* SUPPLIED RECORDS *
*** Begin section ***
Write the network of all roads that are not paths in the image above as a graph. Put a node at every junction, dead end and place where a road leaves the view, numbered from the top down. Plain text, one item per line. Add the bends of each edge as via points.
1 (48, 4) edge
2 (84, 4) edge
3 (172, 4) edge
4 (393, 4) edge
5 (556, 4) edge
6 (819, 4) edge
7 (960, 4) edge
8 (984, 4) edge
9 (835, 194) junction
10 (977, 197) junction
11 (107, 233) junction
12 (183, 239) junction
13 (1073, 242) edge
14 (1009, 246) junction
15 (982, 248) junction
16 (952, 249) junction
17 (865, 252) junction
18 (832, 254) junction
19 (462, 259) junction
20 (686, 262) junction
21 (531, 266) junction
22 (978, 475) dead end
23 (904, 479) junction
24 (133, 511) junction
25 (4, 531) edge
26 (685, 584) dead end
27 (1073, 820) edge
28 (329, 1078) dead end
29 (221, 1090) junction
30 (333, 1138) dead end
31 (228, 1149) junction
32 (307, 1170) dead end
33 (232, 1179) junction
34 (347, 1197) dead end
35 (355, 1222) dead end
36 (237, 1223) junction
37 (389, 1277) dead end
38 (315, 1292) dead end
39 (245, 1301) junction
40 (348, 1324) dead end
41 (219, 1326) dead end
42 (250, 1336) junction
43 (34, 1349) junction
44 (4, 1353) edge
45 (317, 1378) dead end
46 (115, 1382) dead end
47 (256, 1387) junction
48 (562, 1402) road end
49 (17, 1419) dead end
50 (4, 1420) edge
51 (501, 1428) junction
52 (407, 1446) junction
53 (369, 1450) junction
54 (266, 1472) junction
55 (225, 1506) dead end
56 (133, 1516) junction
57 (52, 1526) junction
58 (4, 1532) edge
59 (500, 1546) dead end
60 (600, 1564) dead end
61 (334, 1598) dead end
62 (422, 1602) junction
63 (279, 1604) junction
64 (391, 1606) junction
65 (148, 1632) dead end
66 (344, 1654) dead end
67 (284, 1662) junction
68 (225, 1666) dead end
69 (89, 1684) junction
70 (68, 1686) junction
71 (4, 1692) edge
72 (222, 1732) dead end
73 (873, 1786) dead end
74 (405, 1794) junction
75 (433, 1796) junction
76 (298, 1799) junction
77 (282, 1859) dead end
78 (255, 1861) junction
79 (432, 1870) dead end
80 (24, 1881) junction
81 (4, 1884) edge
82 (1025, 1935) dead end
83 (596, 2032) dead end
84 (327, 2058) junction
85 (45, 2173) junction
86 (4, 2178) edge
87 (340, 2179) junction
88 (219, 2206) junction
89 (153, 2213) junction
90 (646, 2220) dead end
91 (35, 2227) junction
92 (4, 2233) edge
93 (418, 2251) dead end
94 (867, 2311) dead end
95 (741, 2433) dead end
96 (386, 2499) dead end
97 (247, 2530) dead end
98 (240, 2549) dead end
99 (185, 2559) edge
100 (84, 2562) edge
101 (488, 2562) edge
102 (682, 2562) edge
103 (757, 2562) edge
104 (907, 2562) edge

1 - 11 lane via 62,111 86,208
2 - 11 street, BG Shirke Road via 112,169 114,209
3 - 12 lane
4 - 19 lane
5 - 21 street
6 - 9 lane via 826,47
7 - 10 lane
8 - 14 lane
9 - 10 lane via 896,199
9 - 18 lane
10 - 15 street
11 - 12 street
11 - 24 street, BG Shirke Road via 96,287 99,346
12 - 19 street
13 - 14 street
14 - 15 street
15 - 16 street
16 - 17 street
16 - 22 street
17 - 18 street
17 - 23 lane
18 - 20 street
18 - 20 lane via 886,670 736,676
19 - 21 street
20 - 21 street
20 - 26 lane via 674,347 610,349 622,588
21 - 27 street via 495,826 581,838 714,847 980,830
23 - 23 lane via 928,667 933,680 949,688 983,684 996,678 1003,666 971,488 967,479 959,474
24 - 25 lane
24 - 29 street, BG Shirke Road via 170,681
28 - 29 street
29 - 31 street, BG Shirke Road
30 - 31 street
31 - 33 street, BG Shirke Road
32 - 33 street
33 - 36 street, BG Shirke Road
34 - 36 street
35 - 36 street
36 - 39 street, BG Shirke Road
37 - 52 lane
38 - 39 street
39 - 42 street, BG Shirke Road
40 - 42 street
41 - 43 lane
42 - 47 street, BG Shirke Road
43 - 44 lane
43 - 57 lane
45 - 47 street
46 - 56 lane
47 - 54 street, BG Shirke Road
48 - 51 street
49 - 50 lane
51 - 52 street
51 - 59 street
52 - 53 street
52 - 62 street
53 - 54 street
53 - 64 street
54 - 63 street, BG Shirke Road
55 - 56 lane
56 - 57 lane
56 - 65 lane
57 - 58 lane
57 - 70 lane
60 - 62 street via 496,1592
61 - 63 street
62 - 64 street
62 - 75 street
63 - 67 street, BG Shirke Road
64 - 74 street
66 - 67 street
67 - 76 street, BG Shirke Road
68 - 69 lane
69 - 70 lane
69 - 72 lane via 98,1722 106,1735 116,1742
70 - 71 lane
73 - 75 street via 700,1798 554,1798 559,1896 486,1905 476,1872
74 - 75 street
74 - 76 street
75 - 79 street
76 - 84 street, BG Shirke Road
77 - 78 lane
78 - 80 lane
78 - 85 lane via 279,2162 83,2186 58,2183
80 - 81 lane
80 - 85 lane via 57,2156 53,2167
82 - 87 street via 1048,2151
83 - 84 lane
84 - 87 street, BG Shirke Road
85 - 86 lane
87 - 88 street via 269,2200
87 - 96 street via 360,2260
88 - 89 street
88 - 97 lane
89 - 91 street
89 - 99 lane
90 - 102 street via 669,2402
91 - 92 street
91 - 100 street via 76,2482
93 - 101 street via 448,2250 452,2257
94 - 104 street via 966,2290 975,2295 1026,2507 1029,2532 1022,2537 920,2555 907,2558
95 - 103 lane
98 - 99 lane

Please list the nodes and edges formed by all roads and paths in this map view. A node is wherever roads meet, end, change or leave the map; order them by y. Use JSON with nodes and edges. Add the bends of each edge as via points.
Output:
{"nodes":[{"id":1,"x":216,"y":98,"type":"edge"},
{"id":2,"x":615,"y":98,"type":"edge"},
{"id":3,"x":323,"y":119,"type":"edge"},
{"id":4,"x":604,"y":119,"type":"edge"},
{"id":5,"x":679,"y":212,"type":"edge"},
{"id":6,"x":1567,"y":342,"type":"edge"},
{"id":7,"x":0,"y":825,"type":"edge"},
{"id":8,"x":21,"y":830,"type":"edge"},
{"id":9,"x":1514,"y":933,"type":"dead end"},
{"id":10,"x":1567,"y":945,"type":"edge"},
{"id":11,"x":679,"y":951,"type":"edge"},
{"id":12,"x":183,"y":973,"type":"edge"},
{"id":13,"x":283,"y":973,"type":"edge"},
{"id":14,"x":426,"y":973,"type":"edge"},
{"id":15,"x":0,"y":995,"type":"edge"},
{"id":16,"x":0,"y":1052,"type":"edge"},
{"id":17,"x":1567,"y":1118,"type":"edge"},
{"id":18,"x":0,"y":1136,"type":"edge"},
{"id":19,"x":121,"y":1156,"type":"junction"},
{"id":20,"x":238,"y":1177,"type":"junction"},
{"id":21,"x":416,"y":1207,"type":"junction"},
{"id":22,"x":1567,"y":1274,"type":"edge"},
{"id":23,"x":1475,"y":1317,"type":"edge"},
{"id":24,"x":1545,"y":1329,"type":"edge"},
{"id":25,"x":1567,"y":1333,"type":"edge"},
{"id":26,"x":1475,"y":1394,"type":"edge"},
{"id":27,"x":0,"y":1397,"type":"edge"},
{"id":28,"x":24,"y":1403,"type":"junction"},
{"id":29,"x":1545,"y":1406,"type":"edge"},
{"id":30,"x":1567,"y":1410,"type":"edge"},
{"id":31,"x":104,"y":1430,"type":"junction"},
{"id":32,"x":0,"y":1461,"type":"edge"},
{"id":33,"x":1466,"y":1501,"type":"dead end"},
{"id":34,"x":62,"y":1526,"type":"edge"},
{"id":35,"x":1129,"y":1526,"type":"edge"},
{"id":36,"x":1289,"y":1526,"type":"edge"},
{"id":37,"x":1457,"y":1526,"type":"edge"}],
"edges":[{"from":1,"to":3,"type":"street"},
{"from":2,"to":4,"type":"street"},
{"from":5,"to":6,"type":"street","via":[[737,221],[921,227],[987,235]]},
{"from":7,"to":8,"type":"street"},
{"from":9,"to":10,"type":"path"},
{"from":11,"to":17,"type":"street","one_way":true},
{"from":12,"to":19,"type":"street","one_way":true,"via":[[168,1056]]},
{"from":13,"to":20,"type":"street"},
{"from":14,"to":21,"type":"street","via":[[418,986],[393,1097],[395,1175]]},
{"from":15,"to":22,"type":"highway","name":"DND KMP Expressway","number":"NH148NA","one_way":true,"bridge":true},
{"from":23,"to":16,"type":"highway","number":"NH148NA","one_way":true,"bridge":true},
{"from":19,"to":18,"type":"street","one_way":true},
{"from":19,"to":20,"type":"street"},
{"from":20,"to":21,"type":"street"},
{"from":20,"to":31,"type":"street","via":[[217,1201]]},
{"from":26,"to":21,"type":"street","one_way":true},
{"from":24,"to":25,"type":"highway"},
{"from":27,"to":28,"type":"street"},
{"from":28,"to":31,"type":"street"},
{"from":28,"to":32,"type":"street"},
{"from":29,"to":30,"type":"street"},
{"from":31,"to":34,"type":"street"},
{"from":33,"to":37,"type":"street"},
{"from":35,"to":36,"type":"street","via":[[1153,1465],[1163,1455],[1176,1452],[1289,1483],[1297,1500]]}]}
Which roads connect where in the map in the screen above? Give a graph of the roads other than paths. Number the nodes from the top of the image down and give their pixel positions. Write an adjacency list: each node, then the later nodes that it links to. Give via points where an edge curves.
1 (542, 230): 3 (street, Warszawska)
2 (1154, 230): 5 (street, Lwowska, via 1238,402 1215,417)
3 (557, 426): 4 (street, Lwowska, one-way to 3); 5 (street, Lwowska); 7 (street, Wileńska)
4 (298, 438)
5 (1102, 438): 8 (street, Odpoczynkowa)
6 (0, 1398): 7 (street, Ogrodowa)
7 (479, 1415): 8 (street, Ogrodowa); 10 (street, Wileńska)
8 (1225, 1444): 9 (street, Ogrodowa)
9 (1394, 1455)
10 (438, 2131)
*** End section ***
* TASK GOAL *
Using the listing above, gather each line that holds the string "highway" and copy it.

* YOUR RESPONSE *
{"from":15,"to":22,"type":"highway","name":"DND KMP Expressway","number":"NH148NA","one_way":true,"bridge":true},
{"from":23,"to":16,"type":"highway","number":"NH148NA","one_way":true,"bridge":true},
{"from":24,"to":25,"type":"highway"},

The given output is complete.